Pollyooly told the story of the intervention of Mr. Butterwick; and the Honourable John Ruffin chuckled freely, for no reason that she could see, as he listened to it. At the end of it he said sententiously:

"Well, all's well that ends well. These foreign countries are not suited to English girls: Miss Flossie would never be happy in Bohemia."

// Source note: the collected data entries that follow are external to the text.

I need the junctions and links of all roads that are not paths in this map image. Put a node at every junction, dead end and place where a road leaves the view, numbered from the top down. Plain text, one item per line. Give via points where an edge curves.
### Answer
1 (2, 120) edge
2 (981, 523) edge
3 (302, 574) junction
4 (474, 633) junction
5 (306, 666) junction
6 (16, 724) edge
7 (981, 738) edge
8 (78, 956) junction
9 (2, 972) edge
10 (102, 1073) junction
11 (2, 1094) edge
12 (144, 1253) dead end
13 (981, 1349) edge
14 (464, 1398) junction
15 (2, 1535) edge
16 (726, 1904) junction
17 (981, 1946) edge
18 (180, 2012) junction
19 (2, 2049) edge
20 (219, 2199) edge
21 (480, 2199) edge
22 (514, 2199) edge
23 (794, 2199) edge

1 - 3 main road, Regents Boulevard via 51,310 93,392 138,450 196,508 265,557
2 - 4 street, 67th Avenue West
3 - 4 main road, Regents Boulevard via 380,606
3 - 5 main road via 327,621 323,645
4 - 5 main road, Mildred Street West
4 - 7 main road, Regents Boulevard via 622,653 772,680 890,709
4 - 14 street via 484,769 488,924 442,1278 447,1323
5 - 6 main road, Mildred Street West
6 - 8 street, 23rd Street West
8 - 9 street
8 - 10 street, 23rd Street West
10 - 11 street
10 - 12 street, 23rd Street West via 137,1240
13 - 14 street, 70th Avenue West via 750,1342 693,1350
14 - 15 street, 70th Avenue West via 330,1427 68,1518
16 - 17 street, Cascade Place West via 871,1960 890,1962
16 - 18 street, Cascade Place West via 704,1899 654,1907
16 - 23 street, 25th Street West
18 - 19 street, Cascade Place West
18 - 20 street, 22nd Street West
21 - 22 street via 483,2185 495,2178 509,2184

The next morning, when she brought in his grilled bacon, he said that they might now congratulate themselves on the prospect of leading their quiet, industrious lives in peace for a while.

These congratulations, however, were premature, for only three days later he was sitting in his rooms, having just come from the Law Courts, where he had been acting as junior counsel in an awkward case, and was bracing himself to the effort of getting himself his afternoon tea, since Pollyooly had gone with the Lump to take the air in Hyde Park.

Suddenly there came a sharp, hurried knocking on his outer door.